Paul McCartney spoke of how he ended up enlisting Perry to work on solo material by Linda eventually released on the “Wide Prairie” album, speaking to the impact the producer had on artists from far afield. “We loved early reggae and I had the ‘Tighten Up’ albums – ‘Tighten Up’ volumes I and II,” McCartney said. “We were hooked on reggae and we went to Jamaica. … We knew Lee Perry from all of that. We knew he was one of the great local guys and there used to be this fantastic little record shop called ‘Tony’s’ in Montego Bay — and you’d go in and it would just be records, records, records. … I remember one of them being ‘Lick the Pipe’ and I’ve still got that! … We loved it so much that we asked Lee Perry if he would (record with us)… and he did.”

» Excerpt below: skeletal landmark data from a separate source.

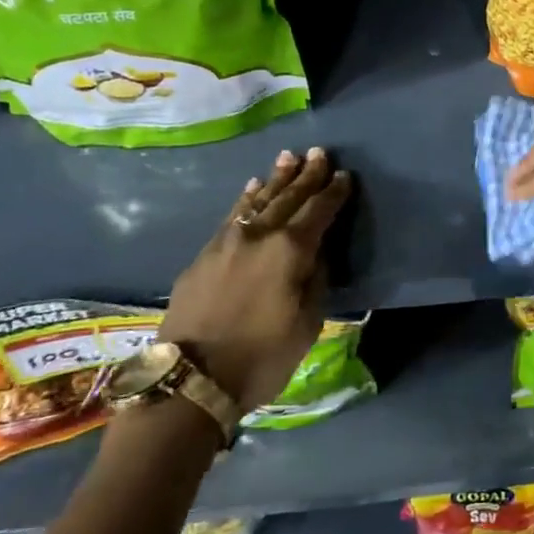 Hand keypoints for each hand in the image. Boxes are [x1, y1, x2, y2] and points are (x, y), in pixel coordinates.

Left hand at [161, 147, 352, 413]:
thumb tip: (315, 254)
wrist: (189, 380)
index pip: (319, 211)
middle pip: (288, 197)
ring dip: (276, 179)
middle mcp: (259, 234)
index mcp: (290, 250)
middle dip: (306, 175)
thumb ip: (315, 279)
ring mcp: (226, 241)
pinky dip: (246, 198)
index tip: (344, 175)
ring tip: (288, 158)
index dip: (333, 192)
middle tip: (319, 153)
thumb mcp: (308, 323)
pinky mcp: (203, 255)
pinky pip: (232, 215)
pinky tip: (252, 188)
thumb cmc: (261, 357)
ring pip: (257, 200) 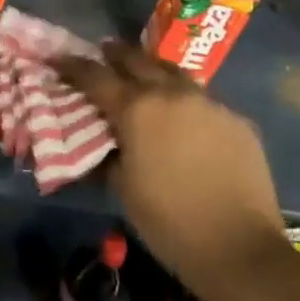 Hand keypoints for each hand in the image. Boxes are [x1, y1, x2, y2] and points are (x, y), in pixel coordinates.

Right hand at [53, 40, 282, 299]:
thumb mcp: (124, 190)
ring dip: (154, 70)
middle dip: (116, 54)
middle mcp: (171, 93)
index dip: (73, 66)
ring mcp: (208, 102)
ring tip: (145, 75)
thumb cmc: (170, 223)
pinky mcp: (237, 119)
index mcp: (137, 109)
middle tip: (103, 51)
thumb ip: (110, 153)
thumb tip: (105, 139)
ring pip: (174, 74)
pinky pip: (204, 101)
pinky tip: (188, 120)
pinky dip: (187, 103)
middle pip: (137, 60)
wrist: (241, 249)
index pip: (96, 77)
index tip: (59, 59) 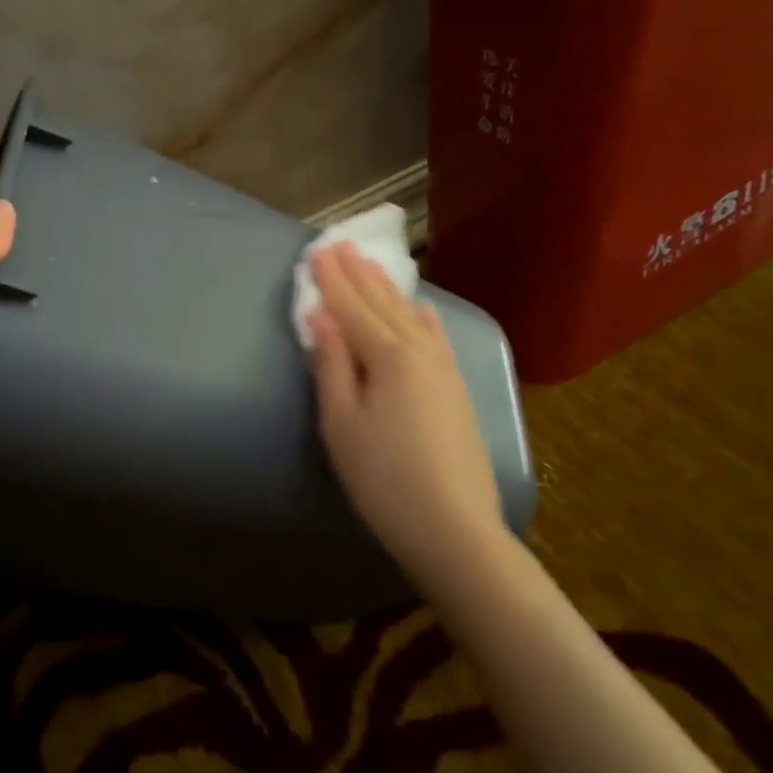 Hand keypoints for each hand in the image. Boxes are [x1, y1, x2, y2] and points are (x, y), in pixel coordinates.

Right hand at [305, 243, 503, 576]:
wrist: (454, 528)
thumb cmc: (383, 478)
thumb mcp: (341, 423)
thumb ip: (331, 365)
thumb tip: (321, 317)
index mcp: (388, 356)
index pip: (351, 308)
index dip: (331, 280)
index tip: (316, 250)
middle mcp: (419, 351)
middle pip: (382, 304)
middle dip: (359, 274)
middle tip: (341, 244)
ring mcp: (443, 369)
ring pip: (410, 316)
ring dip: (387, 289)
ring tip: (371, 265)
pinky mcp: (456, 389)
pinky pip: (436, 337)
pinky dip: (423, 317)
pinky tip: (421, 307) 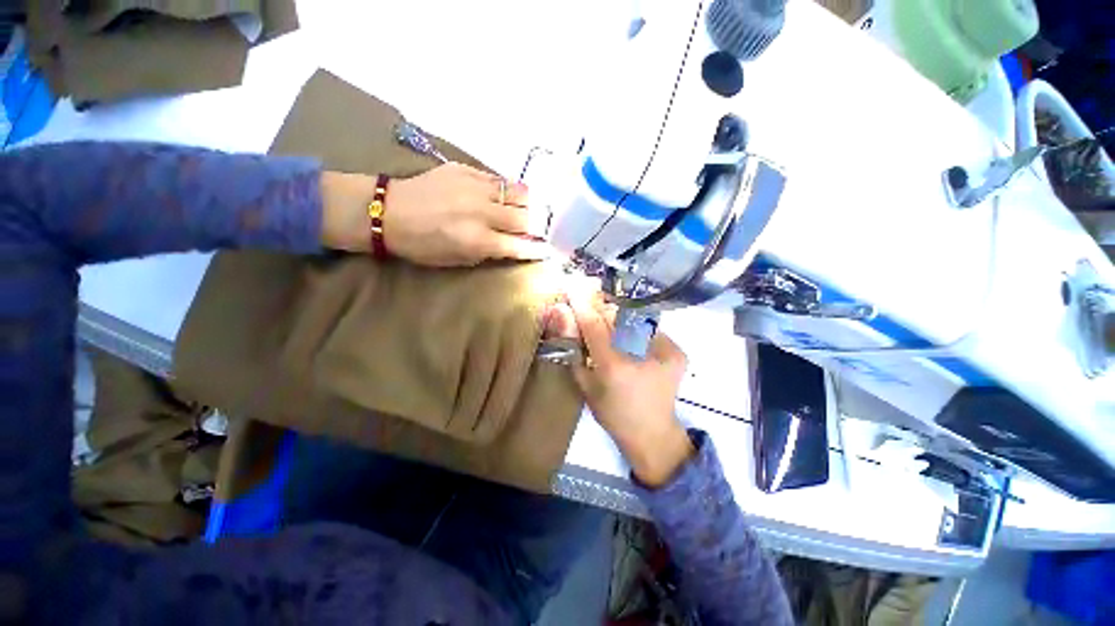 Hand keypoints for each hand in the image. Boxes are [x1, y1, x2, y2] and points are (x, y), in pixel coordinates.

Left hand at [319, 163, 549, 265]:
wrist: (389, 211)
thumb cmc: (422, 245)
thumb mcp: (457, 260)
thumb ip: (489, 252)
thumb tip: (513, 245)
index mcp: (478, 240)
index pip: (520, 245)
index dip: (538, 249)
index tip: (549, 251)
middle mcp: (482, 212)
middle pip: (526, 217)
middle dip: (540, 226)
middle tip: (545, 229)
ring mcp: (476, 187)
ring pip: (519, 192)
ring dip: (531, 204)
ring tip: (535, 209)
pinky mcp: (467, 170)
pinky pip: (500, 179)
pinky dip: (510, 190)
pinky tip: (510, 195)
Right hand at [545, 284, 694, 486]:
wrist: (654, 433)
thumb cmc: (613, 414)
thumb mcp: (585, 385)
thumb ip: (573, 348)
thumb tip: (561, 314)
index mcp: (615, 366)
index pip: (594, 325)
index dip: (581, 306)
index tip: (571, 288)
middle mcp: (642, 354)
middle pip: (615, 317)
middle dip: (599, 309)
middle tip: (588, 305)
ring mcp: (665, 350)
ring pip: (632, 319)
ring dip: (616, 317)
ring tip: (607, 323)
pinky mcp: (677, 351)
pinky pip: (647, 327)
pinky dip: (633, 328)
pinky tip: (627, 337) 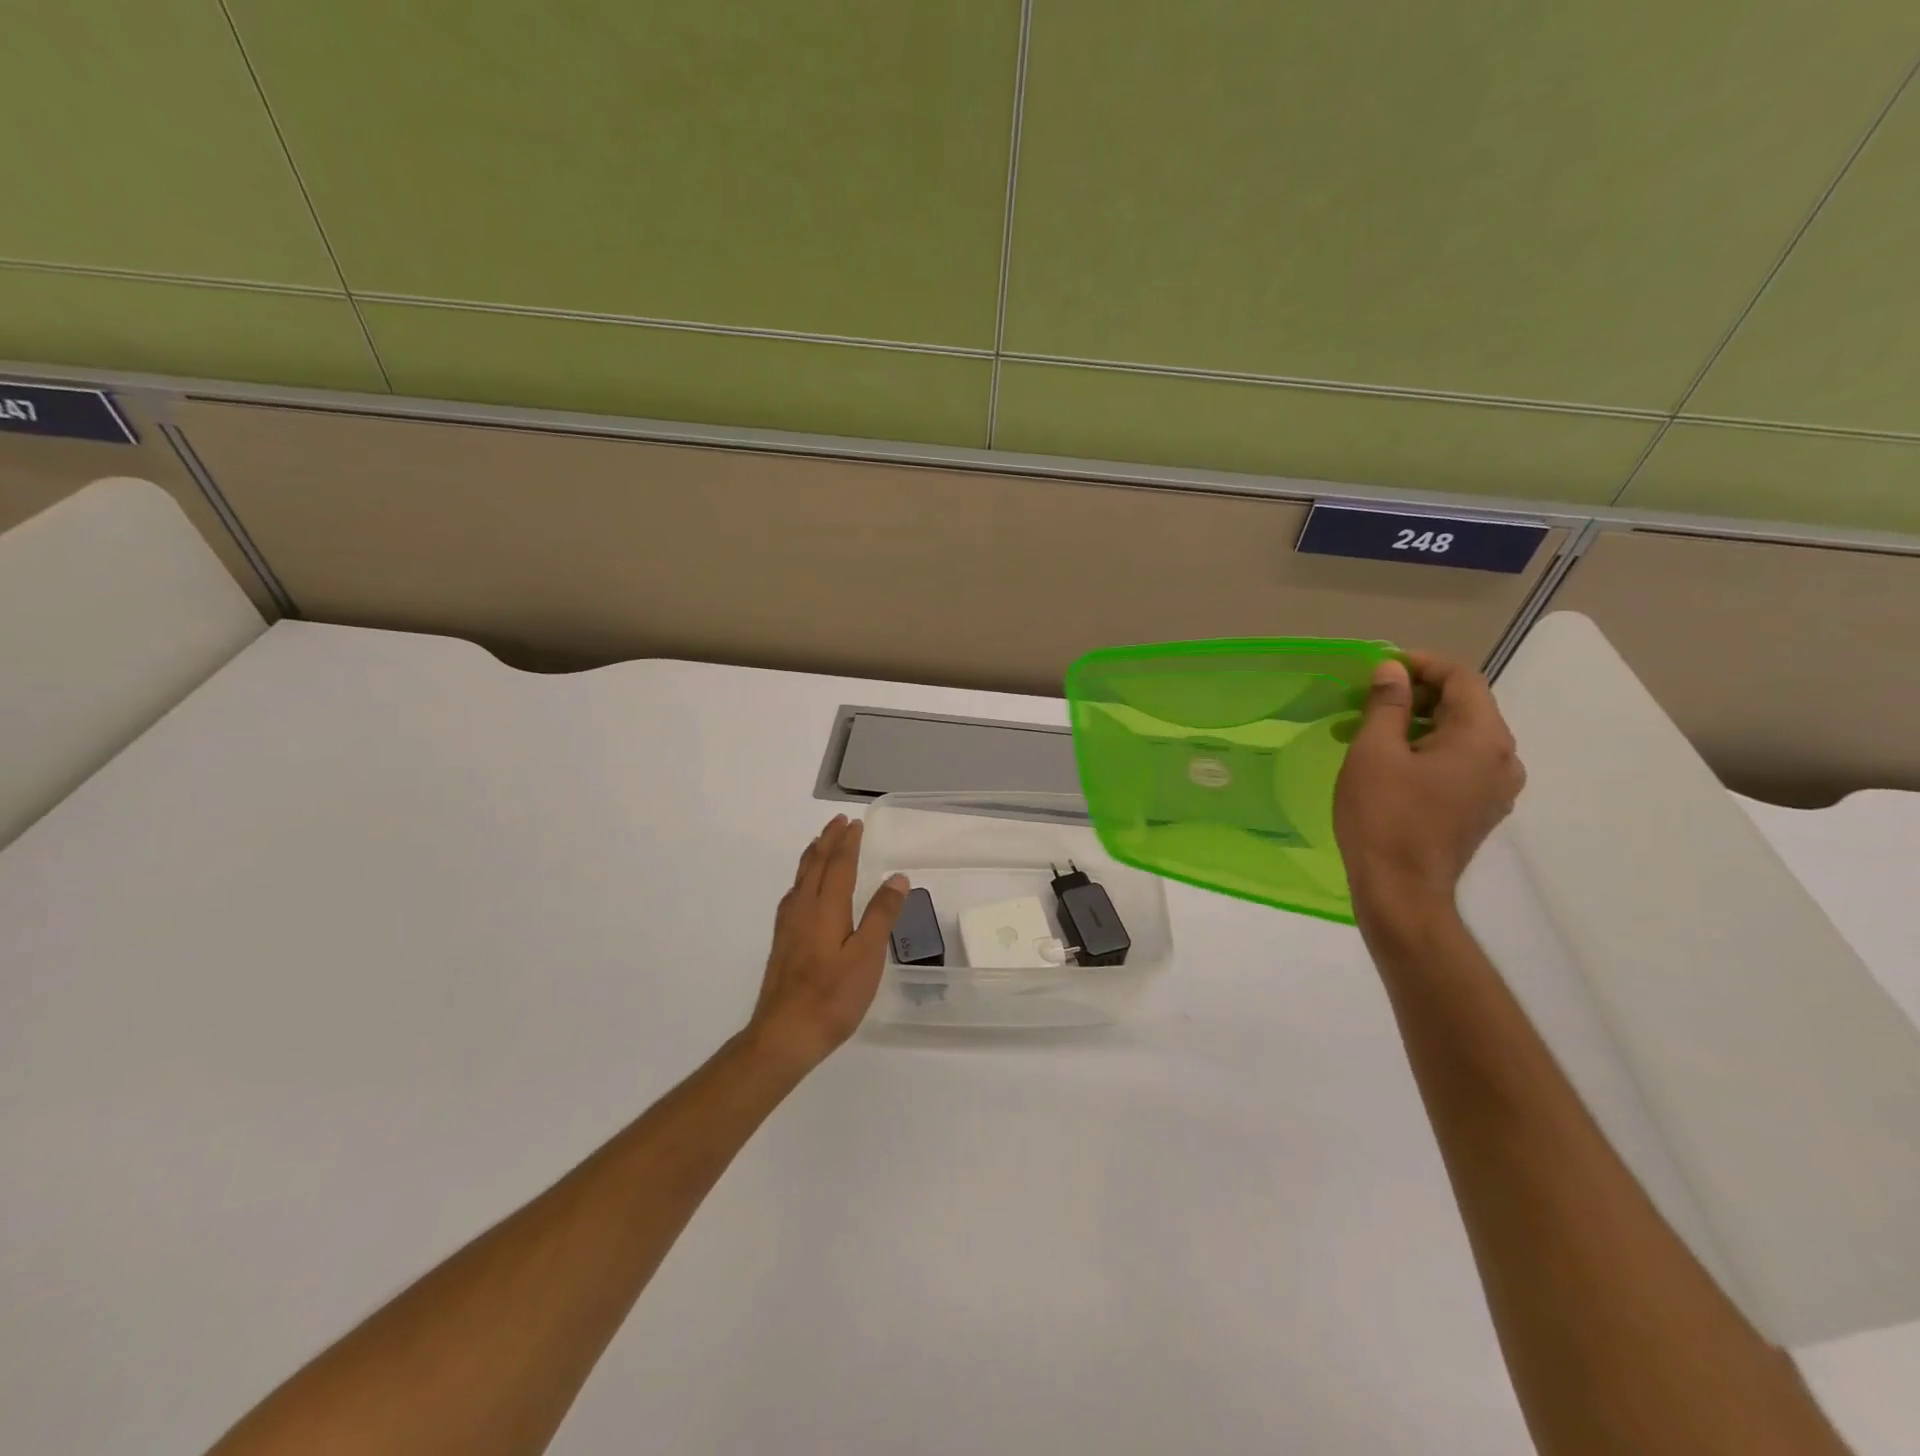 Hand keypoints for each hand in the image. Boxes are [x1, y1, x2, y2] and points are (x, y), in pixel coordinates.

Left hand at [747, 815, 909, 1070]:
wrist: (784, 1034)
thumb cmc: (833, 997)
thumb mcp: (867, 956)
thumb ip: (881, 915)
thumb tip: (897, 877)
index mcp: (825, 908)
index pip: (839, 865)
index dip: (848, 843)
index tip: (856, 823)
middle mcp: (803, 909)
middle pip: (815, 865)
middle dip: (828, 841)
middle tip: (839, 822)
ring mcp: (788, 926)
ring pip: (801, 878)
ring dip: (814, 856)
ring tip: (821, 843)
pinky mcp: (782, 942)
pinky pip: (793, 894)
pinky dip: (803, 877)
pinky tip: (803, 889)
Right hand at [1334, 652, 1524, 927]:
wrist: (1401, 890)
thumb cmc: (1384, 816)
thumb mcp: (1374, 752)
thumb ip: (1386, 704)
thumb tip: (1393, 670)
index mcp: (1483, 737)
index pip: (1462, 678)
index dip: (1421, 665)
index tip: (1380, 668)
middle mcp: (1503, 758)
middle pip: (1465, 706)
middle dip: (1415, 696)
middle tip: (1367, 700)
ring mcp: (1497, 788)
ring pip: (1460, 737)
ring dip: (1416, 725)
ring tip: (1368, 732)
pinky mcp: (1481, 809)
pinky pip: (1459, 764)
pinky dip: (1427, 751)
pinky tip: (1389, 763)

A documentary, “The Upsetter,” narrated by Benicio Del Toro, premiered at the SXSW Film Festival in 2008 and was released in theaters three years later. A second documentary, “Lee Scratch Perry’s Vision of Paradise,” came out in 2015. Still another doc came out in 2019: “The Revelation of Lee ‘Scratch’ Perry.”
Perry was an eccentric to the end, telling Tapeop.com in one of his last interviews in 2020: “The music is perfect. I’m sure the music is perfect. I am a mystic. I am a fish. I am a chicken.”